Artesilaus olhava a espuma das ondas do mar quebrando sucessivamente na praia. O sol, brilhante, já não era tão intenso, era o sol das quinze para as cinco.  

Era o mar Egeu. A espuma era branca. 

Ao redor a areia. Estava num trecho deserto de praia, para ficar sozinho num momento que para ele era extremo, um momento de dor.  

Às costas de Artesilaus, para além das dunas, do outro lado do cabo onde ele se encontrava, ficava o acampamento grego, que ele não podia ver dali, depois vinha a baía de Tróia e o Helesponto, e do outro lado da baía, mais recuada, era a cidade murada de Tróia, na costa da Anatólia.

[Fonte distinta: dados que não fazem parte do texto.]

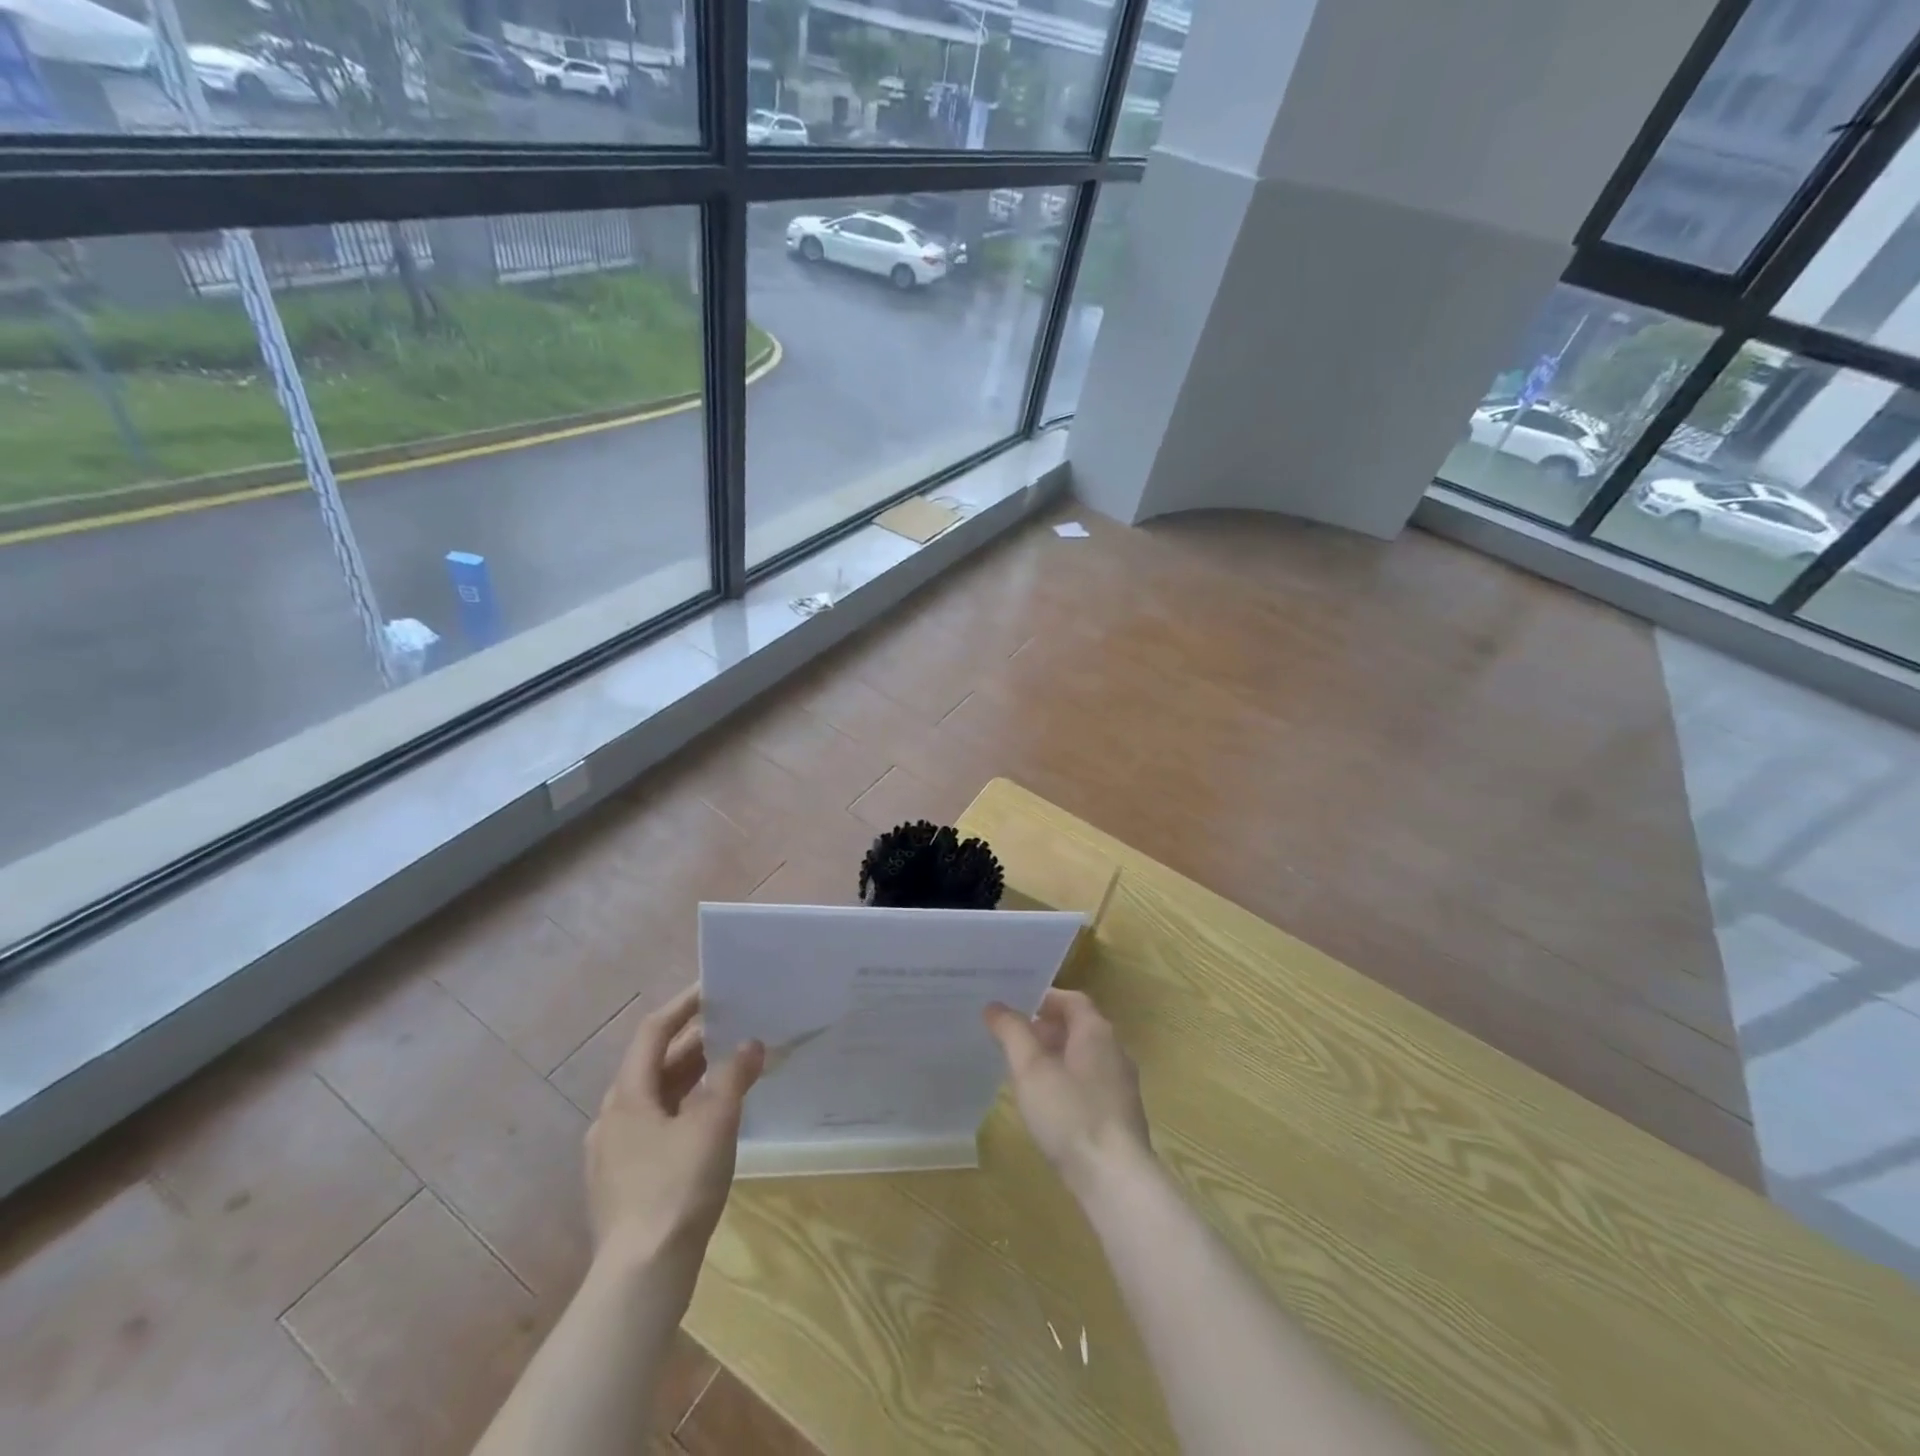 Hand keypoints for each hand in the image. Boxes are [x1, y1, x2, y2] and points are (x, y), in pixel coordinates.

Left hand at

Mais para lá, à direita de quem olhasse para trás ficava a planície cortada pelo rio Escamandro. Para lá da cidade ficavam o rochedo de Pérgamo e o monte Ida.  

As muralhas de Tróia tinham sido construídas por Apolo e Posseidon. 

- Hoje à noite, Atesilaus, você vai encontrar o seu destino, tinha dito a deusa ***. Disse aquilo e foi embora. 

Artesilaus sabia bem o que "encontrar o seu destino" queria dizer. Era a viagem ao Hades, ou seja, a morte. 

Assim como Aquiles tinha ficado muito triste e tinha chorado e ido pedir auxílio a Tétis, sua mãe, Artesilaus também ficou triste e dirigindo-se para aquele pedaço de praia onde não havia ninguém, chorou secretamente. 

Não agora, Artesilaus pensou em tom de lamento.  

Fazia dez anos que estava lá naqueles arredores. Contava dezoito anos quando tinha chegado. Era de Pteleus e tinha vindo no contingente de Phylace, comandado por Protesilaus. 

Bem treinado para guerrear, era contudo ainda inexperiente quando da chegada para o início do conflito.  

Viu seu chefe Protesilaus ser morto logo ao pisar na praia, confirmando a previsão do advinho Calcas de que o primeiro acaio que tocasse a praia iria morrer. 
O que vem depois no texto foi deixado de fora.